#### Dataset ####

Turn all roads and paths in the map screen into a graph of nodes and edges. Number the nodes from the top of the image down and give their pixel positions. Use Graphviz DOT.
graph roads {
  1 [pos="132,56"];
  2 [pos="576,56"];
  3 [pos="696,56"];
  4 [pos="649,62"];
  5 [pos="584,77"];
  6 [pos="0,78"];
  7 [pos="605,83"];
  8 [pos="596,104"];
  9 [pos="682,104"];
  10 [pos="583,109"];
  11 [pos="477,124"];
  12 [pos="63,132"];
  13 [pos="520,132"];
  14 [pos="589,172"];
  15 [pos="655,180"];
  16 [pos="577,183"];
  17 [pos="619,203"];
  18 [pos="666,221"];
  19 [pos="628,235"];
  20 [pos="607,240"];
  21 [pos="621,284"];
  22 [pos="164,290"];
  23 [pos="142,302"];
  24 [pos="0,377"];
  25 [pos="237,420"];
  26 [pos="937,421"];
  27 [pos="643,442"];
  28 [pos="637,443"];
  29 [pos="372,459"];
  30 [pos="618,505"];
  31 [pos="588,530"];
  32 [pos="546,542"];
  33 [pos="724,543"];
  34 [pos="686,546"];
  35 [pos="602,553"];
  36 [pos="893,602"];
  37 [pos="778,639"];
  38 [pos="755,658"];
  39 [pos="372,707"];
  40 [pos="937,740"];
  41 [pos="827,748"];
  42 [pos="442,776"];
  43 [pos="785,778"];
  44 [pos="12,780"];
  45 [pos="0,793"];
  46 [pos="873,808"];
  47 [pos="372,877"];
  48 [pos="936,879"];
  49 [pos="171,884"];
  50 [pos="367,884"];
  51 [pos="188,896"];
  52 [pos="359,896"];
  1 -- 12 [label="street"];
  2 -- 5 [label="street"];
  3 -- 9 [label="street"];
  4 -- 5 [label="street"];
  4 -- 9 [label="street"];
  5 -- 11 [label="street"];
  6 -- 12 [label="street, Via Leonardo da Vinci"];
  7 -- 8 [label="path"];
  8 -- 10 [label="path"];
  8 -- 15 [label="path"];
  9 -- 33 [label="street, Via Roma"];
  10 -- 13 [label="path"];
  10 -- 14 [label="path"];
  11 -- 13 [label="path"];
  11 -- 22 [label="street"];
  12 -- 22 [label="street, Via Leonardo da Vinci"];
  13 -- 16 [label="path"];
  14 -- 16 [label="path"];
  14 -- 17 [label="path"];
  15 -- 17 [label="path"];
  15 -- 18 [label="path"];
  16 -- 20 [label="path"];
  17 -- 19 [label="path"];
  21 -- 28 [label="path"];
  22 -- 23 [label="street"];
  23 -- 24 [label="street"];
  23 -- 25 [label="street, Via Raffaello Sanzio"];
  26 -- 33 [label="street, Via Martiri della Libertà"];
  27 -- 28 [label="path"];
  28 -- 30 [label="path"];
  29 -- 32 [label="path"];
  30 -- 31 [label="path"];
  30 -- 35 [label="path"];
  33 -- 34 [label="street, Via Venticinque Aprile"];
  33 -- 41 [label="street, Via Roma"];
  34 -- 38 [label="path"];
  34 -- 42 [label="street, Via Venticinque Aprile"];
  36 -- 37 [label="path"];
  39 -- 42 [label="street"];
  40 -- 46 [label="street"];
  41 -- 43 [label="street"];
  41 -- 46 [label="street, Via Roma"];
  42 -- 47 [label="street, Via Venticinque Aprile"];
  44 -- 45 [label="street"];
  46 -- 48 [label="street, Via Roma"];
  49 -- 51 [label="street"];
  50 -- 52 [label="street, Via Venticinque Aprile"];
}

####

* [What you should do] Word for word, set down all the lines above.

* [Solution below]
Turn all roads and paths in the map screen into a graph of nodes and edges. Number the nodes from the top of the image down and give their pixel positions. Use Graphviz DOT.
graph roads {
  1 [pos="132,56"];
  2 [pos="576,56"];
  3 [pos="696,56"];
  4 [pos="649,62"];
  5 [pos="584,77"];
  6 [pos="0,78"];
  7 [pos="605,83"];
  8 [pos="596,104"];
  9 [pos="682,104"];
  10 [pos="583,109"];
  11 [pos="477,124"];
  12 [pos="63,132"];
  13 [pos="520,132"];
  14 [pos="589,172"];
  15 [pos="655,180"];
  16 [pos="577,183"];
  17 [pos="619,203"];
  18 [pos="666,221"];
  19 [pos="628,235"];
  20 [pos="607,240"];
  21 [pos="621,284"];
  22 [pos="164,290"];
  23 [pos="142,302"];
  24 [pos="0,377"];
  25 [pos="237,420"];
  26 [pos="937,421"];
  27 [pos="643,442"];
  28 [pos="637,443"];
  29 [pos="372,459"];
  30 [pos="618,505"];
  31 [pos="588,530"];
  32 [pos="546,542"];
  33 [pos="724,543"];
  34 [pos="686,546"];
  35 [pos="602,553"];
  36 [pos="893,602"];
  37 [pos="778,639"];
  38 [pos="755,658"];
  39 [pos="372,707"];
  40 [pos="937,740"];
  41 [pos="827,748"];
  42 [pos="442,776"];
  43 [pos="785,778"];
  44 [pos="12,780"];
  45 [pos="0,793"];
  46 [pos="873,808"];
  47 [pos="372,877"];
  48 [pos="936,879"];
  49 [pos="171,884"];
  50 [pos="367,884"];
  51 [pos="188,896"];
  52 [pos="359,896"];
  1 -- 12 [label="street"];
  2 -- 5 [label="street"];
  3 -- 9 [label="street"];
  4 -- 5 [label="street"];
  4 -- 9 [label="street"];
  5 -- 11 [label="street"];
  6 -- 12 [label="street, Via Leonardo da Vinci"];
  7 -- 8 [label="path"];
  8 -- 10 [label="path"];
  8 -- 15 [label="path"];
  9 -- 33 [label="street, Via Roma"];
  10 -- 13 [label="path"];
  10 -- 14 [label="path"];
  11 -- 13 [label="path"];
  11 -- 22 [label="street"];
  12 -- 22 [label="street, Via Leonardo da Vinci"];
  13 -- 16 [label="path"];
  14 -- 16 [label="path"];
  14 -- 17 [label="path"];
  15 -- 17 [label="path"];
  15 -- 18 [label="path"];
  16 -- 20 [label="path"];
  17 -- 19 [label="path"];
  21 -- 28 [label="path"];
  22 -- 23 [label="street"];
  23 -- 24 [label="street"];
  23 -- 25 [label="street, Via Raffaello Sanzio"];
  26 -- 33 [label="street, Via Martiri della Libertà"];
  27 -- 28 [label="path"];
  28 -- 30 [label="path"];
  29 -- 32 [label="path"];
  30 -- 31 [label="path"];
  30 -- 35 [label="path"];
  33 -- 34 [label="street, Via Venticinque Aprile"];
  33 -- 41 [label="street, Via Roma"];
  34 -- 38 [label="path"];
  34 -- 42 [label="street, Via Venticinque Aprile"];
  36 -- 37 [label="path"];
  39 -- 42 [label="street"];
  40 -- 46 [label="street"];
  41 -- 43 [label="street"];
  41 -- 46 [label="street, Via Roma"];
  42 -- 47 [label="street, Via Venticinque Aprile"];
  44 -- 45 [label="street"];
  46 -- 48 [label="street, Via Roma"];
  49 -- 51 [label="street"];
  50 -- 52 [label="street, Via Venticinque Aprile"];
}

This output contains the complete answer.